The INSLM supports the covert Special Intelligence Operation (SIO) regime as necessary and proportionate and the safeguards against abuse as appropriate. This is disappointing but not surprising. The CCLs remain opposed to the secret SIO regime and will continue to campaign for its repeal
The INSLM’s conclusions in relation to section 35P are more critical:
‘It creates uncertainty as to what may be published about the activities of ASIO without fear of prosecution. The so-called chilling effect of that uncertainty is exacerbated because it also applies in relation to disclosures made to editors for the purpose of discussion before publication.’
The INSLM concludes that in so far as it applies to journalists and other ‘outsiders’ s35P “is not satisfactorily justified, including by precedents in Australia or elsewhere.” Specifically:
“It does not contain adequate safeguards for protecting the rights of outsiders and is not proportionate to the threat of terrorism or the threat to national security.” and
“…is arguably invalid on the basis that it infringes the constitutional protection of freedom of political communication. Section 35P is also arguably inconsistent with article 19 of the International Covenant on Civil and Political Rights and so not in accordance with Australia’s international obligations.”
We agree. The CCLs consider this conclusion is grounds for the repeal of the offences.
The INSLM finds the basic problem with s35P is its failure to distinguish between ‘outsiders’ (including journalists) and ‘insiders’. His focus on ‘outsiders’ rather than just journalists is significant.
The CCLs argued that the unacceptable impact of the provision went beyond journalists and included other professional and advocacy groups – and whistle-blowers – and that the terms of reference were therefore too narrow. This view has been incorporated to some extent by this approach.
The report recommends separate insider and outsider offences. The outcome is to ameliorate the impact on ‘outsiders’ but not insiders.
Both the basic and aggravated offences will remain unchanged in relation to insiders. This leaves the potential for future insider whistle blowers –the main source of revelations about abuse and wrongdoing within intelligence agencies – bleak.
For ‘outsiders’ the basic offence- s35P(1) - will be amended by the addition of a physical element: “that the disclosure of the information will endanger the health or safety of any person or prejudice the effective conduct of an SIO”. Recklessness would be the default fault element for this. Currently the disclosure of ANY information about an SIO – even if it has no harmful impact on anything- is an offence with a possible penalty of 5 years imprisonment.
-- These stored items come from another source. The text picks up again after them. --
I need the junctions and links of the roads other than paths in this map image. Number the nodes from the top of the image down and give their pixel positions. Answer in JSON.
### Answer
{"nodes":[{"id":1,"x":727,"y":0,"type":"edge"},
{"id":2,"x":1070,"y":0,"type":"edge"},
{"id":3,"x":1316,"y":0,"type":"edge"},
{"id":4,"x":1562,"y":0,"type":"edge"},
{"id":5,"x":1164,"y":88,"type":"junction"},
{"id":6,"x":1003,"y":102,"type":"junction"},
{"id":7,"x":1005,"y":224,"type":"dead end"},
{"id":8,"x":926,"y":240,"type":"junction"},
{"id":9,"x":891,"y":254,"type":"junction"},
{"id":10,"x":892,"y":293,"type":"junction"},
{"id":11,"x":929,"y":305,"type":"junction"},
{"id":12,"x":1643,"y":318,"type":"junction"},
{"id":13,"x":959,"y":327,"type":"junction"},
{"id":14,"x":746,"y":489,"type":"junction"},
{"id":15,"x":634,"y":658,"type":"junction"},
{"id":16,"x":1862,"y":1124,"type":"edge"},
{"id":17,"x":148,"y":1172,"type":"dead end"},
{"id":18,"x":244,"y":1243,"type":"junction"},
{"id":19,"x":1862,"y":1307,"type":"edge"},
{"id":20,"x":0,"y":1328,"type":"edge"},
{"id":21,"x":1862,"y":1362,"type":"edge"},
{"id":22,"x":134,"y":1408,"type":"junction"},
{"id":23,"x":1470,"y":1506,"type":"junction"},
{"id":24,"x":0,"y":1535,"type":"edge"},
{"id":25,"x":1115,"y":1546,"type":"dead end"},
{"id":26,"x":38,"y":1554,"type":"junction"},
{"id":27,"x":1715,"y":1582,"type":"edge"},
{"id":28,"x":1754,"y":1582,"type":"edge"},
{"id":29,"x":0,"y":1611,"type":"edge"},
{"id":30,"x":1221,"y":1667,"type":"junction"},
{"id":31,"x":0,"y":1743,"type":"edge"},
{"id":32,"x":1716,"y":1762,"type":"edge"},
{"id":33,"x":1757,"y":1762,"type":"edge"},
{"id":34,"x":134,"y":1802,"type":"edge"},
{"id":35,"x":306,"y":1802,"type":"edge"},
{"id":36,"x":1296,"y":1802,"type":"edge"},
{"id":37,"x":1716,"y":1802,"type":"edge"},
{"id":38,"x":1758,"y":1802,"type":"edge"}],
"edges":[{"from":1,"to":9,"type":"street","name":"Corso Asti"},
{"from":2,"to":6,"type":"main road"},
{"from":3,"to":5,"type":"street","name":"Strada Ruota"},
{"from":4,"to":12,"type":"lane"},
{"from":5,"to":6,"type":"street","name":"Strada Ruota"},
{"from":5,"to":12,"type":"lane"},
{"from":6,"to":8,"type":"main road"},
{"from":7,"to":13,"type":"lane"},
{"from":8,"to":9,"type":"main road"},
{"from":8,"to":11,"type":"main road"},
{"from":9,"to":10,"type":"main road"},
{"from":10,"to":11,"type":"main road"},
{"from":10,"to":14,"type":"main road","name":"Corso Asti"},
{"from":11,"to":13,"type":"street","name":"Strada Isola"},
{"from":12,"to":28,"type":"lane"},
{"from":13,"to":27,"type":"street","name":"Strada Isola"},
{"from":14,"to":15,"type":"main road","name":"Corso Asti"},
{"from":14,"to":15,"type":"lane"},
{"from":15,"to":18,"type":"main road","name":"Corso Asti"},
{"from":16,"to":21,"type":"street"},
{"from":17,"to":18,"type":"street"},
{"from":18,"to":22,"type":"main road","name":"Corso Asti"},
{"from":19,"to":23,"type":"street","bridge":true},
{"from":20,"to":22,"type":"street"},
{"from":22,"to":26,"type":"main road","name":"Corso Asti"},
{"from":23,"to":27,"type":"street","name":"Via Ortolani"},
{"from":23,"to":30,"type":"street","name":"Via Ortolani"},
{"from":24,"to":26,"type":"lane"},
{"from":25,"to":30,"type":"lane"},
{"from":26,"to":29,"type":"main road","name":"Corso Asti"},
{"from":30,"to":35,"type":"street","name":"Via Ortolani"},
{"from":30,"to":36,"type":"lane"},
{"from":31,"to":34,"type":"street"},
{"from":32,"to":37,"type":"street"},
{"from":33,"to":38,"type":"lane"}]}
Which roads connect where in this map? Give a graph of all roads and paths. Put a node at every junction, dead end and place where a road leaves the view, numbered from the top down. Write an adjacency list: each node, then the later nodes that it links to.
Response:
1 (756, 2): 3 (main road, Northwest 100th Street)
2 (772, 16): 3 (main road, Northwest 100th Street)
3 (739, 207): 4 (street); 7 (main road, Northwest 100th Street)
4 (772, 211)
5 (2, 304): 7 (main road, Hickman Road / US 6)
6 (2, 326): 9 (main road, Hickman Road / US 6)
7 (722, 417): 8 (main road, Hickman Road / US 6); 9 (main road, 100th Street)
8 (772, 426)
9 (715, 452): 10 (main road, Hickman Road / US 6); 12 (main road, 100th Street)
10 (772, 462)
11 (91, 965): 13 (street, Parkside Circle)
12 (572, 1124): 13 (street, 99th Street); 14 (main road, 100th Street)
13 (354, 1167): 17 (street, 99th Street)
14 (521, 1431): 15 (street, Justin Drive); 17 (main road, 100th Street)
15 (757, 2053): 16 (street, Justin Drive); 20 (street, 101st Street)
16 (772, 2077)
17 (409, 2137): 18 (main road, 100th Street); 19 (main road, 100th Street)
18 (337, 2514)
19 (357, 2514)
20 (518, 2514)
This is a significant improvement – though it remains likely that many journalists and outsider whistle-blowers will be reluctant to take the risk of disclosure given the ‘recklessness’ fault element and the 5 years penalty.
The aggravated offence s35P(2) for ‘outsiders’ will require knowledge that the disclosure relates to a SIO instead of the current recklessness element if the disclosure ‘endangers the health or safety of any person or prejudices the conduct of a SIO (s35P(2)(c) (ii).
This means an outsider will have to had either intent to do harm or actual knowledge that the disclosure relates to a SIO to be guilty of the aggravated offence.
These recommendations will remove some of the worst aspects of the offences. They will allow 'outsider' disclosure of information when no harm to persons or the operation is intended or likely.
It is, however, a long way from the joint CCLs recommendations. From a civil liberties perspective the secret SIO regime which provides immunity for unlawful acts for ASIO officers is the core problem.
On a broader front, the report does not address the accumulating statutory constraints on journalism and legitimate whistle-blowing from the ever-expanding suite of security and counter-terrorism laws. We did urge the new INSLM to consider a comprehensive review of all provisions within these laws which erode free media and protections for whistle-blowers with a view to establishing comprehensive, effective shield laws for journalists and protections for whistle-blowers.